The astonishingly high number reported for the purported efficacy of the vaccine (100%!), as previously published in The Lancet, immediately raised suspicion. I published my analysis in a report that, of course, I couldn’t get published in any peer-reviewed journal, but that I did send to all relevant health authorities and regulatory bodies in Europe and the US (https://www.voiceforscienceandsolidarity.org/scientific-blog/guinea-the-ebola-vaccine-trial-and-the-reported-interim-results). Many officials read it, but no one dared to react. Read it for yourself and compare it with the conclusions from the current retrospective study. The protective effect of the vaccine against severe disease and death reported in the current study is significantly lower than the vaccine efficacy against disease (and therefore, likely against severe disease and death) reported in the 2015 WHO study. This fact alone demonstrates that we were fundamentally misled by the results generated by the WHO in its study published in The Lancet in 2015 regarding the efficacy of the Merck Ebola vaccine.

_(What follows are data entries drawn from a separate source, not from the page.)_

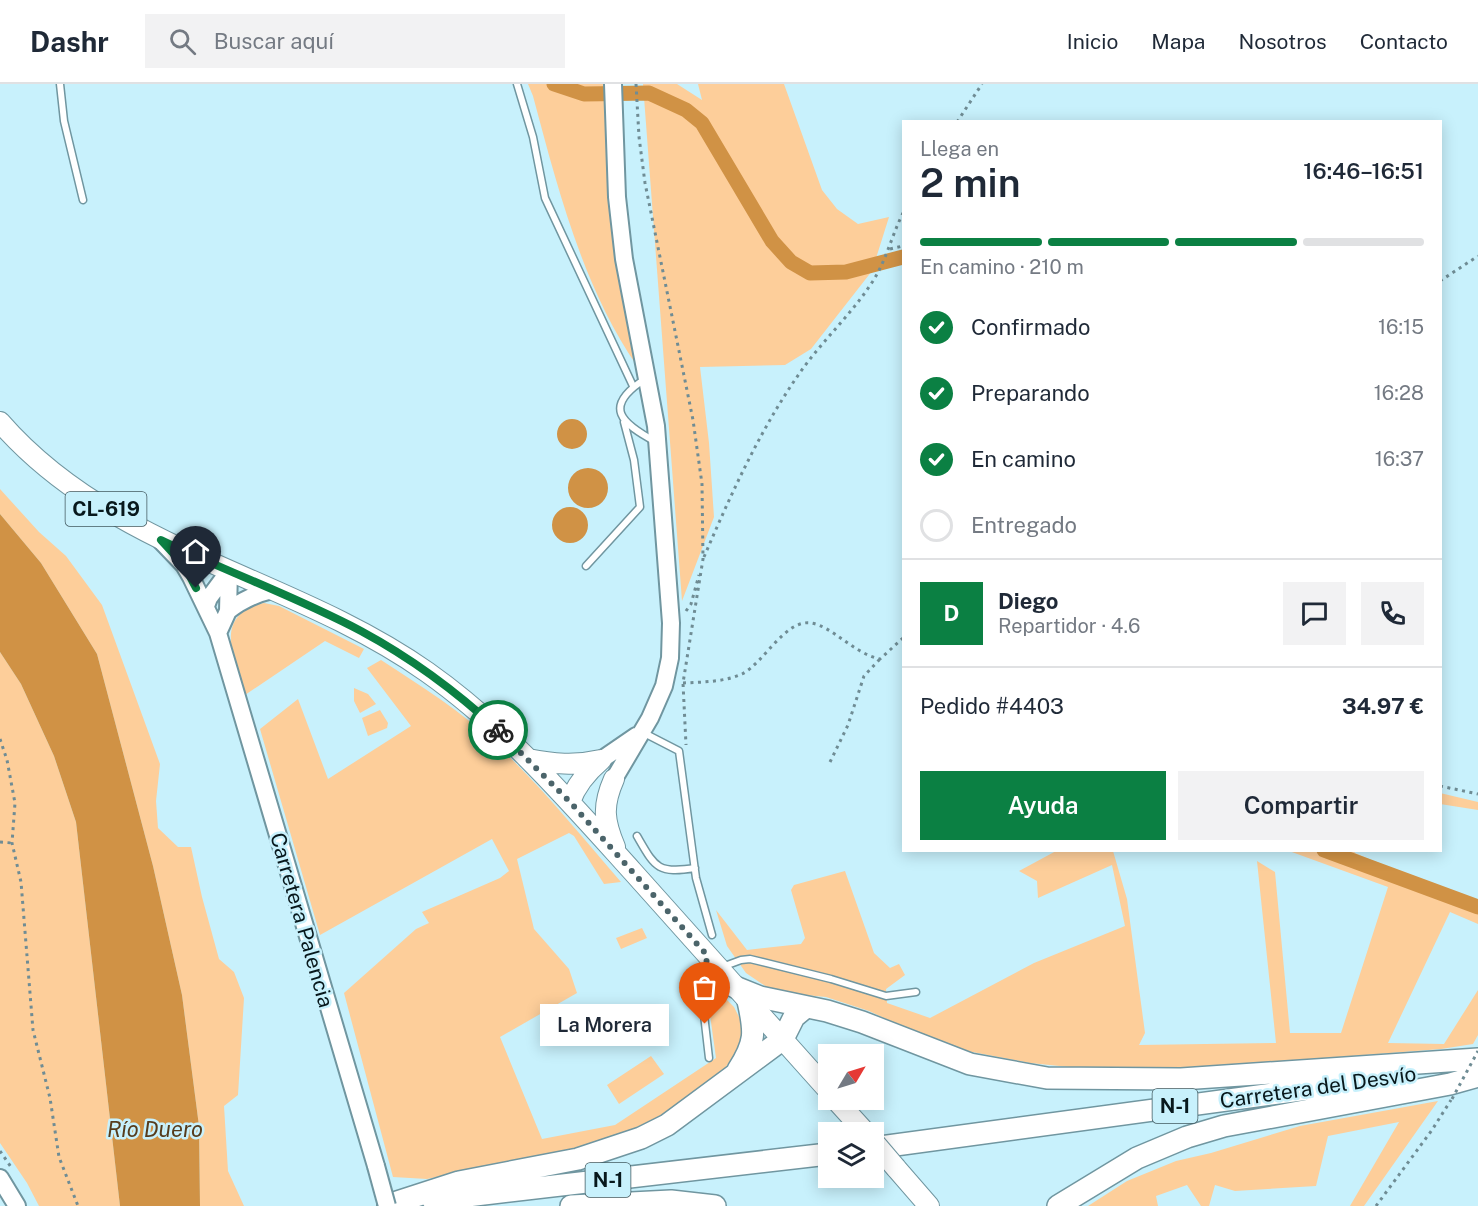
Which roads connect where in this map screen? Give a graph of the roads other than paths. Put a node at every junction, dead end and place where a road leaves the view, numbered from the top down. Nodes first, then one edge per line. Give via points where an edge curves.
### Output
1 (60, 84) edge
2 (517, 84) edge
3 (613, 91) edge
4 (83, 200) dead end
5 (648, 376) junction
6 (633, 386) junction
7 (0, 422) edge
8 (624, 422) junction
9 (658, 444) junction
10 (161, 540) junction
11 (586, 566) dead end
12 (229, 571) junction
13 (272, 590) junction
14 (206, 606) junction
15 (228, 610) junction
16 (218, 633) junction
17 (641, 732) junction
18 (528, 759) junction
19 (601, 760) junction
20 (614, 779) junction
21 (570, 802) junction
22 (637, 836) dead end
23 (618, 855) junction
24 (695, 867) junction
25 (712, 935) dead end
26 (713, 962) junction
27 (916, 992) dead end
28 (741, 994) junction
29 (806, 1007) junction
30 (783, 1039) junction
31 (709, 1058) dead end
32 (1478, 1059) edge
33 (1478, 1066) edge
34 (734, 1075) junction
35 (1478, 1076) edge
36 (818, 1079) edge
37 (845, 1110) edge
38 (855, 1122) edge
39 (884, 1147) edge
40 (884, 1154) edge
41 (818, 1155) edge
42 (0, 1178) edge
43 (17, 1206) edge
44 (384, 1206) edge
45 (571, 1206) edge
46 (715, 1206) edge
47 (929, 1206) edge
48 (1058, 1206) edge

1 - 4 lane via 64,121
2 - 6 lane via 545,198
3 - 5 street via 624,259
5 - 6 lane
5 - 9 street
6 - 8 lane via 620,408
7 - 10 main road, CL-619 via 42,465 82,494
8 - 9 lane
8 - 11 lane via 640,507
9 - 17 street via 670,658 664,686
10 - 12 main road, CL-619
10 - 14 street, Carretera Palencia via 184,565
12 - 13 main road, CL-619
12 - 14 street
12 - 15 street
13 - 15 street via 257,593
13 - 18 main road, CL-619 via 360,631 425,671 474,708
14 - 16 street, Carretera Palencia
15 - 16 street
16 - 44 street, Carretera Palencia, bridge via 376,1166
17 - 19 street
17 - 20 street
17 - 24 lane via 679,751
18 - 19 main road via 565,765
18 - 21 main road, CL-619
19 - 21 main road via 584,776
20 - 21 main road via 599,793
20 - 23 main road via 606,796 606,826
21 - 23 main road, CL-619
22 - 24 lane via 658,867 666,871
23 - 26 main road, CL-619
24 - 25 lane
26 - 27 lane via 750,959 886,996
26 - 28 main road, CL-619
26 - 31 lane via 703,1006
28 - 29 highway, N-1
28 - 30 main road, CL-619
28 - 34 highway via 754,1025 751,1047
29 - 30 highway, N-1 via 794,1017
29 - 32 highway, N-1 via 862,1022 970,1064 1047,1078 1181,1079
30 - 34 highway, N-1
30 - 36 main road, CL-619
33 - 39 highway, Carretera del Desvío / N-1
34 - 44 highway, N-1 via 667,1125 641,1138 578,1159 459,1182
35 - 48 highway, N-1 via 1186,1137 1137,1158
37 - 38 main road
40 - 47 main road, bridge
41 - 44 highway, N-1
42 - 43 street
45 - 46 highway, N-1 via 671,1201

Regrettably, the authors of the current study concluded that the vaccine provided protection against death for all patients, even when adjusted for Ebola virus disease-specific treatment, age group, and time from symptom onset to admission, and even when administered shortly before symptom onset (i.e., after exposure to the virus). I profoundly disagree with this conclusion because this retrospective study only included patients who, after experiencing symptom onset, managed to reach an Ebola treatment center. In essence, the case fatality rate (CFR) among those who were vaccinated during the incubation period of the disease (i.e., shortly before symptom onset) but did not reach an Ebola health facility due to vaccine-induced enhancement of severe Ebola virus disease has not been accounted for in this study.

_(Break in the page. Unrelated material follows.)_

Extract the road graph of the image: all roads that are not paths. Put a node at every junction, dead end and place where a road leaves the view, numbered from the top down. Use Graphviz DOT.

Although the results of the current study lacked sufficient power to demonstrate an antagonistic effect between the vaccine and Ebola virus disease-specific treatment, even when administered shortly before symptom onset (such as in the case of a vaccine breakthrough infection), this does not suggest in any way that the vaccine could potentially be utilized for post-exposure prophylaxis. On the contrary, it is probable that vaccine breakthrough infections occurring within four days of symptom onset would have resulted in a higher CFR among individuals who did not receive Ebola virus disease-specific treatment, as observed in the WHO’s Ebola vaccine trial in Guinea in 2015, compared to those who did receive this treatment.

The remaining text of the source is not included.